B : powerful, but uneasy mix of allegory and more straightforward story

See our review for fuller assessment.




Review Summaries
Source Rating Date Reviewer
The Guardian . 21/3/2009 Giles Foden
The NY Times Book Rev. . 13/9/2009 Caryn James
San Francisco Chronicle . 7/7/2009 Gregory Leon Miller
The Scotsman A+ 7/2/2009 Allan Massie
The Spectator . 25/3/2009 Andrew Taylor
The Telegraph A 23/4/2009 Helen Brown
The Times . 29/1/2009 Ruth Scurr


  Review Consensus:

  Almost all very impressed

  From the Reviews:
  • "Uncertainty is a major theme of Claudel's novel, which is both fable-like and documentary in style. While it is concerned with difference and intolerance as abstract, universal themes, Brodeck's Report is also a historical novel about a camp survivor (Brodeck) and the effect of Nazism on a specific place" - Giles Foden, The Guardian

  • "Plot is not Claudel’s strength, and the town’s dark secret will not be much of a surprise. But he audaciously approaches a subject that seems thoroughly covered and makes it fresh." - Caryn James, The New York Times Book Review

  • "Brodeck is a haunting, intensely claustrophobic allegory about intolerance, trauma and guilt. (...) I admire its hypnotic atmosphere and moral seriousness, but for me the narrative too strongly bears the stamp of its literary antecedents, Kafka above all. (...) More disconcerting is the novel's use of the Holocaust. Brodeck is clearly intended as a universal allegory, similar to Waiting for the Barbarians (which J.M. Coetzee wrote in the shadow of, but without specific reference to, apartheid). Claudel tries to have it both ways: He removes Judaism -- though not Christianity -- in order to universalize his fable, yet he relies upon the Holocaust for its representational and associative power." - Gregory Leon Miller, San Francisco Chronicle

  • "This is a remarkable novel, all the more so because this account of man's inhumanity to man, of coarse and brutal stupidity, of fear and surrender to evil, is nevertheless not without hope. Brodeck survives because, despite all he has experienced, he remains capable of love. It is also beautifully written, and well translated. There are mysteries which are laid forth, but never explained -- like the mountain foxes which lie down and die for no discernible reason. I mentioned Kafka earlier, and the novel is as compelling as anything he wrote." - Allan Massie, The Scotsman

  • "Set in a world imprecisely aligned with our own, this is a bleak fairytale about man’s inhumanity to man and about how love seems to survive in unexpected places. It’s also about how society creates scapegoats to deal with inconvenient memories. There is certainly crime in this novel, but whether it’s crime fiction is a different question. Whatever it is, it’s well worth reading." - Andrew Taylor, The Spectator

  • "Philippe Claudel’s deeply wise and classically beautiful novel is an exception.
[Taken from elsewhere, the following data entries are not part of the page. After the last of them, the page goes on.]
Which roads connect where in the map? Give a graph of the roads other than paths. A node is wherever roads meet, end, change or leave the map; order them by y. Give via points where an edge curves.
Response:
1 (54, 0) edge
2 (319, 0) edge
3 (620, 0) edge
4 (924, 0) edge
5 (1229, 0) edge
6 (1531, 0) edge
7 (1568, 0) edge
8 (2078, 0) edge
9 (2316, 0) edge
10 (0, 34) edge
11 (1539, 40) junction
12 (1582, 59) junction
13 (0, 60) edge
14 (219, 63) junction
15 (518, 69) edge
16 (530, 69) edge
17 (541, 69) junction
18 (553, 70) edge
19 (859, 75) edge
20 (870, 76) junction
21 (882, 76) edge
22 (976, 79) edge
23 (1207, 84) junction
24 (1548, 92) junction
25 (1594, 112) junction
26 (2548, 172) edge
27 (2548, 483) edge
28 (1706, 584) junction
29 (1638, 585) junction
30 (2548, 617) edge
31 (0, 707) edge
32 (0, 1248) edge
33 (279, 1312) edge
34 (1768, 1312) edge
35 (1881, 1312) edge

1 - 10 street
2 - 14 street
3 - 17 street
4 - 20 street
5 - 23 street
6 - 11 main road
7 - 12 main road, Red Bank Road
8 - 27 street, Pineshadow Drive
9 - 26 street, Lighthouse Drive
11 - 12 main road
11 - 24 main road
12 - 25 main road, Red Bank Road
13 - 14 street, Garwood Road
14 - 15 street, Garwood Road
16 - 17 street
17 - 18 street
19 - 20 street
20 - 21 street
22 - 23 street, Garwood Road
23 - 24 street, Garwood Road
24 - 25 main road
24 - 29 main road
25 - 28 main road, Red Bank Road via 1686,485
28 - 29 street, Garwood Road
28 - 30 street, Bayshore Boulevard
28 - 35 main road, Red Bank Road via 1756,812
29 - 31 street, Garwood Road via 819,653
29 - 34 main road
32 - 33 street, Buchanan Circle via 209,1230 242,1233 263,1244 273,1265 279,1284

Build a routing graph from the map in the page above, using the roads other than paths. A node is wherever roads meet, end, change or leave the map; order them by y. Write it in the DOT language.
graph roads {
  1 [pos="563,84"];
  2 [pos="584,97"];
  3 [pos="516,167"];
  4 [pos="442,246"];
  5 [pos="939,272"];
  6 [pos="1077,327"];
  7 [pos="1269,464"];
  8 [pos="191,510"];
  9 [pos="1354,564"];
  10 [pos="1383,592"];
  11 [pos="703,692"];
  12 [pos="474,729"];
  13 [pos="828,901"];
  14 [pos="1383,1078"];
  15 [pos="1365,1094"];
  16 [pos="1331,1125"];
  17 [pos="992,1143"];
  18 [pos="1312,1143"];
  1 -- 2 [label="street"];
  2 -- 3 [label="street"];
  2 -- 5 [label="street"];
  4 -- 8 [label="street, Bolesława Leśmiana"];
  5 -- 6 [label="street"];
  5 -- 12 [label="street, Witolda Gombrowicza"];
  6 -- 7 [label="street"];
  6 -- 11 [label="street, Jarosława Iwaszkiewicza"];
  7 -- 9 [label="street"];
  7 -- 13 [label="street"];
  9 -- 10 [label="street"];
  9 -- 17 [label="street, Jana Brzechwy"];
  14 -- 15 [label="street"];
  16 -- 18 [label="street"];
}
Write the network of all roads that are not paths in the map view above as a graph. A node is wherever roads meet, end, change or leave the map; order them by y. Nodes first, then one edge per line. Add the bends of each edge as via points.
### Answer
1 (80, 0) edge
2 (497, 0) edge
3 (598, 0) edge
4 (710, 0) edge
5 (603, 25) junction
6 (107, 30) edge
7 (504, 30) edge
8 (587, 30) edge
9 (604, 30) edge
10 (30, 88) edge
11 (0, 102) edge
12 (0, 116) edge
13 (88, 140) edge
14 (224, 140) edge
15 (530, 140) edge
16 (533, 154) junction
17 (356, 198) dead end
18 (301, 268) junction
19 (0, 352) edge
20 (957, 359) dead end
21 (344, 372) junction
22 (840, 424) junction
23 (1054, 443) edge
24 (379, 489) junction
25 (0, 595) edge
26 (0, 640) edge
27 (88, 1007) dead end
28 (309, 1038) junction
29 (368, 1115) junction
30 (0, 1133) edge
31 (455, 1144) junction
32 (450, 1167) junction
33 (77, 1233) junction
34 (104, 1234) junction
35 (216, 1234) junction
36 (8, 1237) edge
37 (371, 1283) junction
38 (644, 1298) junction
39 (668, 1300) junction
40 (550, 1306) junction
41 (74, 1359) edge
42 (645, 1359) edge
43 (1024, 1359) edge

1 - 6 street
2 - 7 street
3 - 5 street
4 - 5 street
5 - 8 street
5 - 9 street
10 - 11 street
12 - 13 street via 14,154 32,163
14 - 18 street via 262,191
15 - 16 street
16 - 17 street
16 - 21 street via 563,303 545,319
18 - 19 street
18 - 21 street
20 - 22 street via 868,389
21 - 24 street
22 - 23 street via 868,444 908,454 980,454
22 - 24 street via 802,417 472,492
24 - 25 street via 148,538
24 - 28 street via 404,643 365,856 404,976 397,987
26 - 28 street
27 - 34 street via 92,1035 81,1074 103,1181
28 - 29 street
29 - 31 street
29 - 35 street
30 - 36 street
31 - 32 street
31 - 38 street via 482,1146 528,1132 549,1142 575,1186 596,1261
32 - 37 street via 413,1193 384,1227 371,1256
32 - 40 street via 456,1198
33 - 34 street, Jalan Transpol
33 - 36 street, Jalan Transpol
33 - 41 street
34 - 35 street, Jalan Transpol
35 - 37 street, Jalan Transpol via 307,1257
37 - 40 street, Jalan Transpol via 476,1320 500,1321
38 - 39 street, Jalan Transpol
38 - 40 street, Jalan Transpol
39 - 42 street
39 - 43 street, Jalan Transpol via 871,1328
It is a genuinely "adult" fairy tale that forces its reader to bear witness to the extremes of good and evil of which humanity is capable, without ever simplifying either the context or the individual human beings in which both possibilities dwell." - Helen Brown, The Telegraph

  • "It is a relentless, uncomfortable book that achieves a beauty of its own through Claudel's deft writing and passionate commitment to truth. Claudel is a novelist of ideas, in the French tradition. He deals skilfully in archetypes and abstractions." - Ruth Scurr, The Times

Please note that these ratings solely represent the complete review's biased interpretation and subjective opinion of the actual reviews and do not claim to accurately reflect or represent the views of the reviewers. Similarly the illustrative quotes chosen here are merely those the complete review subjectively believes represent the tenor and judgment of the review as a whole. We acknowledge (and remind and warn you) that they may, in fact, be entirely unrepresentative of the actual reviews by any other measure.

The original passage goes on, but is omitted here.